The Peregrine Fund has been on the leading edge of recovering this iconic American species and continues to work diligently to ensure that future generations can look above and delight as the silhouette of a condor’s magnificent wingspan sweeps overhead.
Wild California Condors perch in a holding pen while waiting for their yearly medical check ups
There is still much work to be done before the California Condor can be removed from the Endangered Species List. Today, Condors die for a variety of reasons, but the biggest preventable cause of death is lead poisoning. In fact, half of all deaths are due to poisoning by lead fragments that condors ingest when scavenging on remains of animals, like deer, that have been harvested with lead-based ammunition.
A radiograph of a lead bullet that has fragmented after being shot
When fired into an animal, a lead bullet fragments into microscopic pieces that spread throughout the surrounding tissue. This lead residue can make California Condors and other scavengers ill if ingested.
Non-lead ammunition, such as this solid copper bullet, does not fragment in the same way. A California Condor, Bald Eagle, Golden Eagle, or other scavenger that feeds on remains from animals shot with copper bullets will not get sick from the meal.
Two adult California Condors perch atop a cliff
The California Condor’s exposure to lead poisoning has helped to raise awareness of just how much of this toxin is in our environment. They have proven to be the canary in the coal mine of lead poisoning from spent ammunition and how humans could be affected if we are not careful. Whenever a bird of prey is in trouble, it’s a sign that we may be, too.
We regularly share information about non-lead ammunition options with hunters and others who dispatch animals in the California Condor's range in Arizona and Southern Utah. In addition, we provide incentives for hunters who volunteer to switch to non-lead ammunition or are willing to bag up and carry animal remains out after a successful hunt.
The hunting community shares a strong tradition of caring for wildlife and the land. Most hunters are happy to participate in any program that promotes their heritage.
California Condor eggs in an incubator at The Peregrine Fund's headquarters in Boise, Idaho
Since 1996, The Peregrine Fund has been breeding and raising California Condors in captivity for release to the wild. More than 30% of condors in the captive breeding program are cared for by The Peregrine Fund at our headquarters in Boise, Idaho.

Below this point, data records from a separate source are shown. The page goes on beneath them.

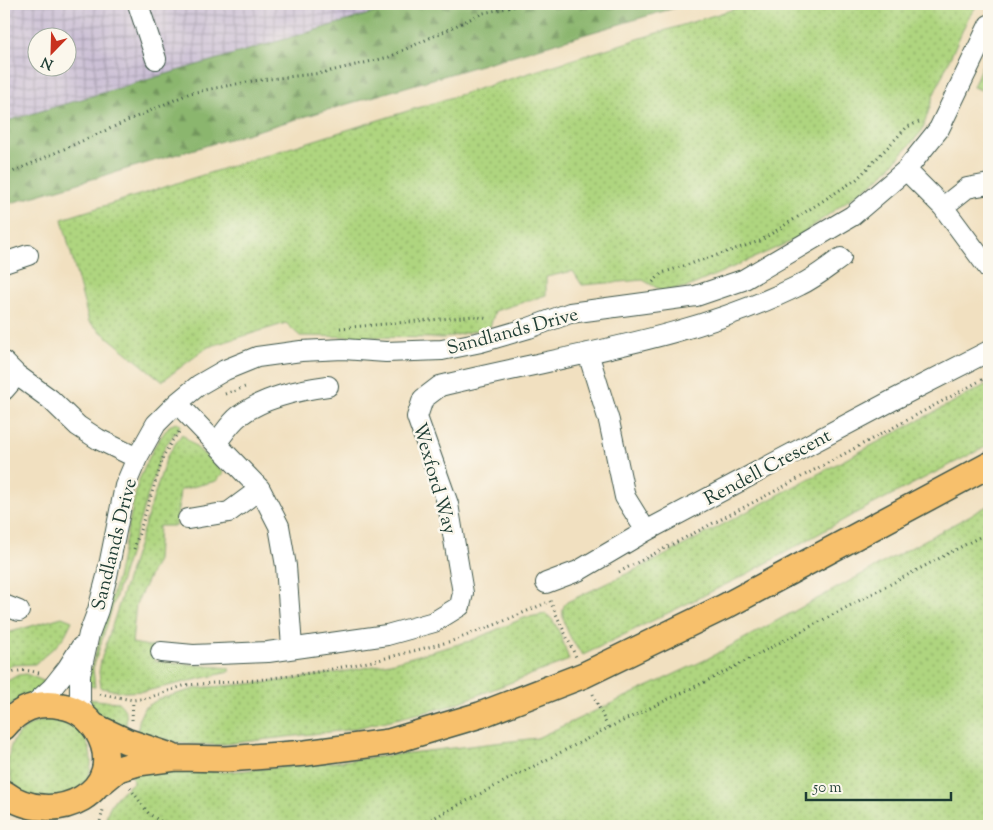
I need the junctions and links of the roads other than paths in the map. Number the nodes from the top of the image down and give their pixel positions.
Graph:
1 (138, 4) edge
2 (989, 25) edge
3 (156, 59) dead end
4 (906, 170) junction
5 (989, 184) edge
6 (943, 207) junction
7 (28, 254) dead end
8 (841, 258) dead end
9 (4, 263) edge
10 (989, 268) edge
11 (989, 351) edge
12 (588, 354) junction
13 (10, 369) edge
14 (328, 386) dead end
15 (4, 390) edge
16 (177, 403) junction
17 (216, 443) junction
18 (137, 458) junction
19 (989, 465) edge
20 (260, 489) junction
21 (188, 519) dead end
22 (646, 531) junction
23 (553, 590) road end
24 (89, 634) junction
25 (292, 647) junction
26 (161, 652) dead end
27 (86, 712) junction
28 (13, 717) edge
29 (176, 758) junction
30 (4, 793) edge
31 (92, 800) junction
32 (46, 821) edge

1 - 3 street
2 - 4 street, Sandlands Drive
4 - 6 street
4 - 16 street, Sandlands Drive
5 - 6 street
6 - 10 street
7 - 9 street
8 - 12 street, Wexford Way
11 - 22 street, Rendell Crescent
12 - 22 street
12 - 25 street, Wexford Way
13 - 15 street
13 - 18 street
14 - 17 street
16 - 17 street
16 - 18 street, Sandlands Drive
17 - 20 street
18 - 24 street, Sandlands Drive
19 - 29 main road
20 - 21 street
20 - 25 street
22 - 23 street, Rendell Crescent
24 - 27 street, Sandlands Drive
24 - 28 street, Sandlands Drive
25 - 26 street, Wexford Way
27 - 28 main road
27 - 29 main road
27 - 31 main road
29 - 31 main road
30 - 32 main road
31 - 32 main road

A California Condor chick at The Peregrine Fund's headquarters in Boise, Idaho
The Peregrine Fund has a captive flock of more than 50 condors at its breeding facility at our headquarters in Idaho. There are 18 breeding pairs, which produce about 20 eggs, plus two display birds and a mentor adult bird for juveniles. Most eggs hatch in Idaho; others are transferred to other breeding facilities to be placed in wild nests and enhance genetic diversity. All chicks hatched at our facility are parent-reared or foster-parent reared. Each year, about a dozen juvenile condors are transferred to the Vermilion Cliffs Release Site in Arizona and other release sites in California.
A juvenile California Condor perches atop a rock overlooking the Grand Canyon
Prior to release, juvenile condors are housed communally in a huge flight pen where they are monitored for appropriate social behavior and evaluated for fitness prior to release. Before release, each condor is fitted with patagial (wing-mounted) number tags and radio or satellite telemetry which our field biologists will use to track the birds in the wild. Tracking enables us to help the young condors survive their first few weeks of freedom and measure their survival rate as well as precisely determine causes of death if they don't survive.
Biologist Chris Parish examines an adult California Condor
Each year since 2000, The Peregrine Fund has trapped almost every condor in the Arizona flock and tested each one for lead exposure. If they have ingested fragments of lead from carcasses or gut piles from game animals harvested with lead ammunition or other animals dispatched with lead ammunition, the condors become sick and may die unless they are treated to remove the lead from their system.